Sorry I rant pointlessly. Godspeed on your journey!

[–] marlowe221@lemmy.world 5 points 3 days ago (1 children)

No worries on the ranting!

In this industry where we are all a little afraid to admit that we don’t know something, it’s nice to be reminded that everyone is always learning all the time and that there’s no way any of us can know everything.

I’m enjoying the learning process, despite its paper cuts, and love where I work. I enjoy TS itself but I do wish the process of setting up a new project/config stuff were more streamlined. Maybe in the future!

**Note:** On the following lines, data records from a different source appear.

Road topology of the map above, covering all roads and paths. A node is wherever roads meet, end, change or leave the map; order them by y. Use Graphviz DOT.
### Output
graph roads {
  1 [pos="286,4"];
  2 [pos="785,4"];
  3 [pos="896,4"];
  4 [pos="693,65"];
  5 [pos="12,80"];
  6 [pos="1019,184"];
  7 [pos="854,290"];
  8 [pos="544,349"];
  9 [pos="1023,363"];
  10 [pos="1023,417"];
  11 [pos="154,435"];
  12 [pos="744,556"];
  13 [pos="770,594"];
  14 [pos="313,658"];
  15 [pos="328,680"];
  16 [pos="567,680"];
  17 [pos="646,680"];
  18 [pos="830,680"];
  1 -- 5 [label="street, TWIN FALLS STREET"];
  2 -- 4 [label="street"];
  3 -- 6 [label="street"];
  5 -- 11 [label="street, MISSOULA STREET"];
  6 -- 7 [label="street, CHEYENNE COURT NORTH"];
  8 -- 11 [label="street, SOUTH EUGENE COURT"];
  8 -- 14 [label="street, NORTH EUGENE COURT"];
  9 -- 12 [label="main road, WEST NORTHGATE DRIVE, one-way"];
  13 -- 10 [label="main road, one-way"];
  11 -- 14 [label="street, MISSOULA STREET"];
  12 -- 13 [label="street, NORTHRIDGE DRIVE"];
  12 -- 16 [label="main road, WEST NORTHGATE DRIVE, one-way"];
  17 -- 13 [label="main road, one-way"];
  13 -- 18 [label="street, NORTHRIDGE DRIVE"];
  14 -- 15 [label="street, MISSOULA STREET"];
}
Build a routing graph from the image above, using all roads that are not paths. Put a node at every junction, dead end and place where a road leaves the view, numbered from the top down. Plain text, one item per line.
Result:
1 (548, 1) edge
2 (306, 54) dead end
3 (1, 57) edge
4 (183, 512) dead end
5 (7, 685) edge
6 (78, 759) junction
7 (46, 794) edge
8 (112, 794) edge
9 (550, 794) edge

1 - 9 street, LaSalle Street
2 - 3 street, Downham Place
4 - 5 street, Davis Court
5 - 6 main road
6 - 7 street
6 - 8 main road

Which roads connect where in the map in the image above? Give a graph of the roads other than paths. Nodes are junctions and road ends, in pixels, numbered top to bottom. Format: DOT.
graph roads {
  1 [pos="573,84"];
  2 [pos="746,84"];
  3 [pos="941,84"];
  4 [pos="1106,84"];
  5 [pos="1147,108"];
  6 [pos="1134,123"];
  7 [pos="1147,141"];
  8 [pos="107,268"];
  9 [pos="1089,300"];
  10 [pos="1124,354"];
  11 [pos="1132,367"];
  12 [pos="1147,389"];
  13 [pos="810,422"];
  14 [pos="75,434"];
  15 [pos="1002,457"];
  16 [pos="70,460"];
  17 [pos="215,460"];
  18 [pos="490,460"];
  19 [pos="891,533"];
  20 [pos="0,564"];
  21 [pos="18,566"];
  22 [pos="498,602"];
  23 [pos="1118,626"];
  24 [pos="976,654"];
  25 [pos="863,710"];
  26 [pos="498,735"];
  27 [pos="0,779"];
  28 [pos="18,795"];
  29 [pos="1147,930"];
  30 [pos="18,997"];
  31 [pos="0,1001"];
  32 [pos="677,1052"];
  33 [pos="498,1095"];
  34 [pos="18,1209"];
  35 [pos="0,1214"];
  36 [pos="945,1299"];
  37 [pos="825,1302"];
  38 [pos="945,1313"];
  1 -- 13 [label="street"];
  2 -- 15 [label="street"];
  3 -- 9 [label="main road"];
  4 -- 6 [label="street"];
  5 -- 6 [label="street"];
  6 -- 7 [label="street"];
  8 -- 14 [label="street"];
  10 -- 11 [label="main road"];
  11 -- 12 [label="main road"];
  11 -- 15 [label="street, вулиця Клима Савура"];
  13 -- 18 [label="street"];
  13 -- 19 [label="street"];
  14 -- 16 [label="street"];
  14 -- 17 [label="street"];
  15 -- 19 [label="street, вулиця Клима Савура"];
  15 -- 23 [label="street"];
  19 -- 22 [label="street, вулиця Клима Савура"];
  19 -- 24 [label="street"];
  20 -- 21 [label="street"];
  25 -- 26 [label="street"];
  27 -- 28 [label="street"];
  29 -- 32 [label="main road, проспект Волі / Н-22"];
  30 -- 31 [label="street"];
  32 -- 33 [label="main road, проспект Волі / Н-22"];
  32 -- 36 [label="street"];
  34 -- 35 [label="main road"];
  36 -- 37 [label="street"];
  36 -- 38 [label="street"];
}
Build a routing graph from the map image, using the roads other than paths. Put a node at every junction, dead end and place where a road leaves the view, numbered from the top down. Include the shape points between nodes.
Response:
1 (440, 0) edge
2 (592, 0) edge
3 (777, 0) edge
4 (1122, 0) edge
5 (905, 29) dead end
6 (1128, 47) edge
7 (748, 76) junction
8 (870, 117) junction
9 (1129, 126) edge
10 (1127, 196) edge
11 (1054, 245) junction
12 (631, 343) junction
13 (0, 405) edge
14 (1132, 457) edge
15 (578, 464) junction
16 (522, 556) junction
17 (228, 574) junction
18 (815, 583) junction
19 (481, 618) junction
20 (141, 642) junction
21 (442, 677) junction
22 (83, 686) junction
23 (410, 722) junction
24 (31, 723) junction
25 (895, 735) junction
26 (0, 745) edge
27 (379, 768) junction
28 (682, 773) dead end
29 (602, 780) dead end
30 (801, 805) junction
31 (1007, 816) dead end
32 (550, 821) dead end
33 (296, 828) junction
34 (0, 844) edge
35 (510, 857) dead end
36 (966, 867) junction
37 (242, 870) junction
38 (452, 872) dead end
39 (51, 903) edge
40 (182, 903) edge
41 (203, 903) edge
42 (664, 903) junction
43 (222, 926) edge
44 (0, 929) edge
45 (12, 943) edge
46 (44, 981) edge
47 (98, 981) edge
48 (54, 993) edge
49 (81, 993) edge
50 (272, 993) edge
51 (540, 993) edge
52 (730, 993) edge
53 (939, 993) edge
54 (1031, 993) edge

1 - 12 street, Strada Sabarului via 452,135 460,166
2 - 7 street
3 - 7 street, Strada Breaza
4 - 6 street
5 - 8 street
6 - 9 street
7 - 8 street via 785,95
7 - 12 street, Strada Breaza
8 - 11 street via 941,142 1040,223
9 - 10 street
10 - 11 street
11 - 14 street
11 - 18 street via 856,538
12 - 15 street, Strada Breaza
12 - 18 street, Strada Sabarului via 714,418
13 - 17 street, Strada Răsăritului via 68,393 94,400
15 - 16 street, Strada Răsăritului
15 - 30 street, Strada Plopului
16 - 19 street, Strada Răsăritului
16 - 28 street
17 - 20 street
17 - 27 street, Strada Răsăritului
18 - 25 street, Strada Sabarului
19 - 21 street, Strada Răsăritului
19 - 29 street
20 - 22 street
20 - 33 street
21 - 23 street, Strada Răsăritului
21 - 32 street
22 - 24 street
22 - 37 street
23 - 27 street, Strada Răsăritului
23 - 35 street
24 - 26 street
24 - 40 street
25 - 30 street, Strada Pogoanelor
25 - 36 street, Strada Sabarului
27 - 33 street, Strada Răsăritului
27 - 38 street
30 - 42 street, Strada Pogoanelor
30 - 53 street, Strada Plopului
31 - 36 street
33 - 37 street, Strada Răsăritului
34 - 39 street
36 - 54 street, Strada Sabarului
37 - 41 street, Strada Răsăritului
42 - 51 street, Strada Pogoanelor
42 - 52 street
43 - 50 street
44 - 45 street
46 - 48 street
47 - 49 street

[–] lobut@lemmy.ca 2 points 2 days ago (1 children)

Yeah, absolutely agreed.

Btw, you probably already know this, but if you don't. The later versions of Node can run typescript natively. By "run", I mean, it can run a subset of the language, if your project indirectly or indirectly references a file that has "decorators" or something like that, then you'll need to use another compiler.

ts-node or tsx are runners that I use typically if I just want to "run" something. They're basically zero config runners and I can debug with them with VS Code.

[–] marlowe221@lemmy.world 3 points 2 days ago

Yeah, I’ve read about the development of the ability to run TS natively in Node. It sounds really promising!

I’m not familiar with ts-node though. I’ll have to check that out.

[–] marlowe221@lemmy.world 3 points 3 days ago* (last edited 3 days ago) (1 children)

Well sure. But the error messages don’t point to those, which was what had me chuckling about this meme.

[–] MotoAsh@piefed.social 3 points 3 days ago (1 children)

They would point to the right lines if source maps were included in the build.

[–] marlowe221@lemmy.world 2 points 3 days ago (1 children)

Oh, they are included in the build. But I still get error messages that don’t actually point to the line in the TS source file sometimes.

Maybe I have something configured wrong - TS projects always include a more config files of different kinds than I see in other languages I work in - but it happens.

[–] MotoAsh@piefed.social 2 points 2 days ago

If it's only rarely, it might just be some dumb caching issue, or it can be a build ordering issue. Like you have to be careful in Rollup configs or some tasks will mangle the code before a sourcemap is generated. Otherwise iirc it may have to be turned on in browser settings, though hopefully they're on by default these days.